Your entire post history is defending the NSA, snarky comments that add nothing such as '[citation needed]', and general negativity/patronizing 'well actually...' or 'I can't believe anyone...' type statements.
You haven't looked hard enough. I think you've ignored my recent comments about YAGNI and security, the follow-ups to those '[Citation Needed]' where I actually find a citation or ask for one, the one where I politely ask for direction about the entertainment industry, and the general plethora of material from a technical perspective.
Your reply also implies there's something wrong with NSA apology, which there shouldn't be intrinsically, as I'm posting an alternative perspective. Similarly, I don't subscribe to the idea that short comments or snarky comments are necessarily bad if they contain facts or point out a lack thereof - it's outright rudeness, willful stupidity/ignorance (reddit style humor), and meanness that I object to. Everything you've pointed out is stylistic.
Needless to say, this is all irrelevant, because my post history has nothing to do with my comment - that being, it'd be nice if we can talk about the early days of Google without demonizing it for its (alleged) privacy violations.
But, by all means, ignore my original point and look through my comment history for things to nitpick and argue over. I'm not going to debate it further with you.
You surely know this, but for clarity: it's a Usenet group. Google inherited a huge Usenet archive when they acquired Deja News and used it as the core of what eventually became Google Groups. But it was never a corporate-maintained forum. Usenet was always distributed.
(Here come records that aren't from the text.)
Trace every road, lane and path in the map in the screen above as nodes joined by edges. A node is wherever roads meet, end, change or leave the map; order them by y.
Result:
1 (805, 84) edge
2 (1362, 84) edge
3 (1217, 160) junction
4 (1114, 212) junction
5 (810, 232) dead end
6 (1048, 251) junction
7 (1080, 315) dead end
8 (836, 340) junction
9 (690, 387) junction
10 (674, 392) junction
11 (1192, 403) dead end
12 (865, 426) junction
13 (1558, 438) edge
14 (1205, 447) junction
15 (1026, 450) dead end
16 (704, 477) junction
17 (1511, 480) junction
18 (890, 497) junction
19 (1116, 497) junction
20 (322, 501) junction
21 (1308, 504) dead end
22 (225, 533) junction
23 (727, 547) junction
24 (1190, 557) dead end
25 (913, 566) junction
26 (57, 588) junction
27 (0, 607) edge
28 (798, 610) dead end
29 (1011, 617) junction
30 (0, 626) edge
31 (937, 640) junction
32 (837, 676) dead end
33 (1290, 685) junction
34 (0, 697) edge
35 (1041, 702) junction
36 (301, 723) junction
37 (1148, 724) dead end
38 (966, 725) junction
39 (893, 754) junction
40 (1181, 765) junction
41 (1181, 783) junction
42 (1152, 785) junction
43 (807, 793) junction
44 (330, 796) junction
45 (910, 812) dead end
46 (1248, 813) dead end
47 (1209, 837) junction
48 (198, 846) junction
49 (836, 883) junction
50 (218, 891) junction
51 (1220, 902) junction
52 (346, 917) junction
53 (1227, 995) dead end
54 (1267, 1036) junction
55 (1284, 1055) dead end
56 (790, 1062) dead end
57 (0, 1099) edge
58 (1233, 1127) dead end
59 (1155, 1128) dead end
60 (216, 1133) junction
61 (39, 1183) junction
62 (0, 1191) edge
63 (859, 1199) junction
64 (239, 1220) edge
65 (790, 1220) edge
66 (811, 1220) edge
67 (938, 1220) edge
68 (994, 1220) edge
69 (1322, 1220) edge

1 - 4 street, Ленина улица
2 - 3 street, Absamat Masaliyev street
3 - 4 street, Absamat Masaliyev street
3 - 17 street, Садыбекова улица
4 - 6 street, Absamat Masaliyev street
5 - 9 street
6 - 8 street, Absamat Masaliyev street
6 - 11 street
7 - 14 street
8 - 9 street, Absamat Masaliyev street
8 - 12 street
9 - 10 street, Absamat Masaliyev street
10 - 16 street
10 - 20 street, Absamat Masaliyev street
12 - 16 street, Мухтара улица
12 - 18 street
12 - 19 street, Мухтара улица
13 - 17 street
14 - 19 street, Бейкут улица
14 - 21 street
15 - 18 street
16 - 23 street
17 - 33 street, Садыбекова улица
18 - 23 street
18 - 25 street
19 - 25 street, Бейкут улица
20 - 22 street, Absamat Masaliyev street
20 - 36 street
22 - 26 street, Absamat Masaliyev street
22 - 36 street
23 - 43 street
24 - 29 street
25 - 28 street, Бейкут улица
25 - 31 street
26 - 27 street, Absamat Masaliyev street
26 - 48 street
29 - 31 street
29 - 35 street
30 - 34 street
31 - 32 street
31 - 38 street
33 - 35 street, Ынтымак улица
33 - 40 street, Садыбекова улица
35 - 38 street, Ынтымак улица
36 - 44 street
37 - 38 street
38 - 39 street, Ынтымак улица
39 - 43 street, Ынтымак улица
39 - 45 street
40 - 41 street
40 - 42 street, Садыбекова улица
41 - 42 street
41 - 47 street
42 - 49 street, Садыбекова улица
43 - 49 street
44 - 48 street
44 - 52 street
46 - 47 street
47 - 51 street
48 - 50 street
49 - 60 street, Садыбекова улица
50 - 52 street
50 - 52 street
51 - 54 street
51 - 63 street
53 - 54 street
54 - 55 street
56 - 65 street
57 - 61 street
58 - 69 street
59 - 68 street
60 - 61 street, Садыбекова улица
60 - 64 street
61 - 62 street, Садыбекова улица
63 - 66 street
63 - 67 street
Ha! Hadn't ever seen that before. I wonder if they ended up working around it, ignored it until it was fixed, or threw their hands in the air and re-wrote the bot in C++.
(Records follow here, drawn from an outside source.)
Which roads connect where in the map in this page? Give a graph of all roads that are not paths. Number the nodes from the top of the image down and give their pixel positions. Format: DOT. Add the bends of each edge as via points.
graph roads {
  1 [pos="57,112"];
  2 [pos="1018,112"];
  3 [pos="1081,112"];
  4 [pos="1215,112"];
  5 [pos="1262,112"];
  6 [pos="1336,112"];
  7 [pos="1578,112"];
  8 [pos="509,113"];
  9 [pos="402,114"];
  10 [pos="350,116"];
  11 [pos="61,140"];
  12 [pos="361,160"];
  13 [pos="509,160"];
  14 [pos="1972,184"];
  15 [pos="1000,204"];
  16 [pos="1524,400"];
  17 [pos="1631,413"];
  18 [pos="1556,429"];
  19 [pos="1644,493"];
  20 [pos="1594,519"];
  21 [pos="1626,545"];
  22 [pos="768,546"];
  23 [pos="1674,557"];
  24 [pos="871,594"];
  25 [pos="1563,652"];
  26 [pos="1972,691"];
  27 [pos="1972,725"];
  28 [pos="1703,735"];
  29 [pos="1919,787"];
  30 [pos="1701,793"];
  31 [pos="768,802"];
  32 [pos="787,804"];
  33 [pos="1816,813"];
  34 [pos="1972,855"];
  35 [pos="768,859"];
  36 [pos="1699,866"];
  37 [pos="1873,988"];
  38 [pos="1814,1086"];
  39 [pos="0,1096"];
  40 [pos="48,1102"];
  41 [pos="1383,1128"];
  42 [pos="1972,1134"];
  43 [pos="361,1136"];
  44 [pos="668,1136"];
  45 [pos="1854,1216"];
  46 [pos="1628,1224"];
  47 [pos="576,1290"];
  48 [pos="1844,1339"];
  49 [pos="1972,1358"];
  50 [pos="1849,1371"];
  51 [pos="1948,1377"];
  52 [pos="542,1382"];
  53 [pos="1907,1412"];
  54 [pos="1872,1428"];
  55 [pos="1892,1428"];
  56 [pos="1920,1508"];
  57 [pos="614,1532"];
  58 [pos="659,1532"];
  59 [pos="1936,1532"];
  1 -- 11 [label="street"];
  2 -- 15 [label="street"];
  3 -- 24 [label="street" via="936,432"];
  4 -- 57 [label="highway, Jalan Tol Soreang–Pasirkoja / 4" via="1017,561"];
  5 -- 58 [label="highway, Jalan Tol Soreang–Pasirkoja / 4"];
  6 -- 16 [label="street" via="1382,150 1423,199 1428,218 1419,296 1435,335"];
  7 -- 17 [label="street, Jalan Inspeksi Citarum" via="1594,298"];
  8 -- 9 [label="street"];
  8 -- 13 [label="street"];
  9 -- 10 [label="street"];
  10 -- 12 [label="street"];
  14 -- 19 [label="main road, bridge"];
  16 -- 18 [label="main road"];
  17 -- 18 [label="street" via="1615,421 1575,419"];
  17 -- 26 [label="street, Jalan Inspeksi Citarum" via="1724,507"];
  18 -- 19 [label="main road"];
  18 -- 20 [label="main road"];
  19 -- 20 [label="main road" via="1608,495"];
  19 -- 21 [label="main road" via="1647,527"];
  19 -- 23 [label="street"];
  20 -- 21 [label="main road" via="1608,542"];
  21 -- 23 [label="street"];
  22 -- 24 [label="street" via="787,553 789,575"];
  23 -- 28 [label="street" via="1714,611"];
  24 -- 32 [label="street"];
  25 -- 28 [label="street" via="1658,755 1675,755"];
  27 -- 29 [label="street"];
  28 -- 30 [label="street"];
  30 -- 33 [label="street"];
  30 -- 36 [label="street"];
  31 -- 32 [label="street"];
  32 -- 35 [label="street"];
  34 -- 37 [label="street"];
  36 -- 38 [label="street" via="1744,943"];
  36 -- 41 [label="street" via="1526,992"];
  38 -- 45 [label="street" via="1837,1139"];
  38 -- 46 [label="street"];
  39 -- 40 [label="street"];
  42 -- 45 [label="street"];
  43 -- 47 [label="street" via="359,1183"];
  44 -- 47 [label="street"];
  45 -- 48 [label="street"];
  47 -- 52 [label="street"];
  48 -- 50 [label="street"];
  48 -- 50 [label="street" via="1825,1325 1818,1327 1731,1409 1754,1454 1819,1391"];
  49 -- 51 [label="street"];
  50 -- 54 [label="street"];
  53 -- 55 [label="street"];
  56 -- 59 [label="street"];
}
Page ended up working with another grad student (Scott Hassan, who later ended up founding eGroups, which later became Yahoo!Groups), who rewrote the whole thing in Python. Google's crawler and webserver were in Python until the Netscape deal (summer 1999). When Urs was hired as Google's first VP, he started transitioning the system to C and C++ to solve Python's performance problems. Java was introduced when Google hired some very skilled Java programmers during the 2001-2003 recession.
So yes, Urs sorted out Google's Java problems by not using Java.
Another detail I've stumbled on is that Sam Rushing, a talented Python programmer, had something to do with Python in Google's early history: http://www.nightmare.com/~rushing/ .
He also worked at eGroups. He wrote "medusa" which became asyncore in the Python standard library (http://www.nightmare.com/medusa/). This was long before Java had async I/O. Interesting that Guido is working on the new async I/O interface "tulip" in the Python core after all these years!
And Larry Page's brother apparently also worked at eGroups.
Steven Levy's "In the Plex" is probably the best one. A lot of the stuff in my comment is mentioned there, and the rest is cobbled together from various presentations, blog posts, and Quora answers on the net.
"In the plex" and "I'm feeling lucky" - both are very good and offer very different angles. As you can guess by the name first is more formal history whereas second are memoirs of a their marketing guy who has got a very good sense of humour :)
"Hi minix fucktards,
I'm doing a (free) operating system (just a hobby, won't be retarded like gnu) for stupid 386(486) AT clones. This has been brewing since april, and is starting to get ready. I'd like you to take your stupid feedback on things people like/dislike in minix, as my OS resembles it somewhat (same physical layout of the file-system (due to practical reasons) among other things), print it on A4 paper, roll it and shove it up your ass.
I've currently ported bash(1.08) and gcc(1.40), and things seem to work.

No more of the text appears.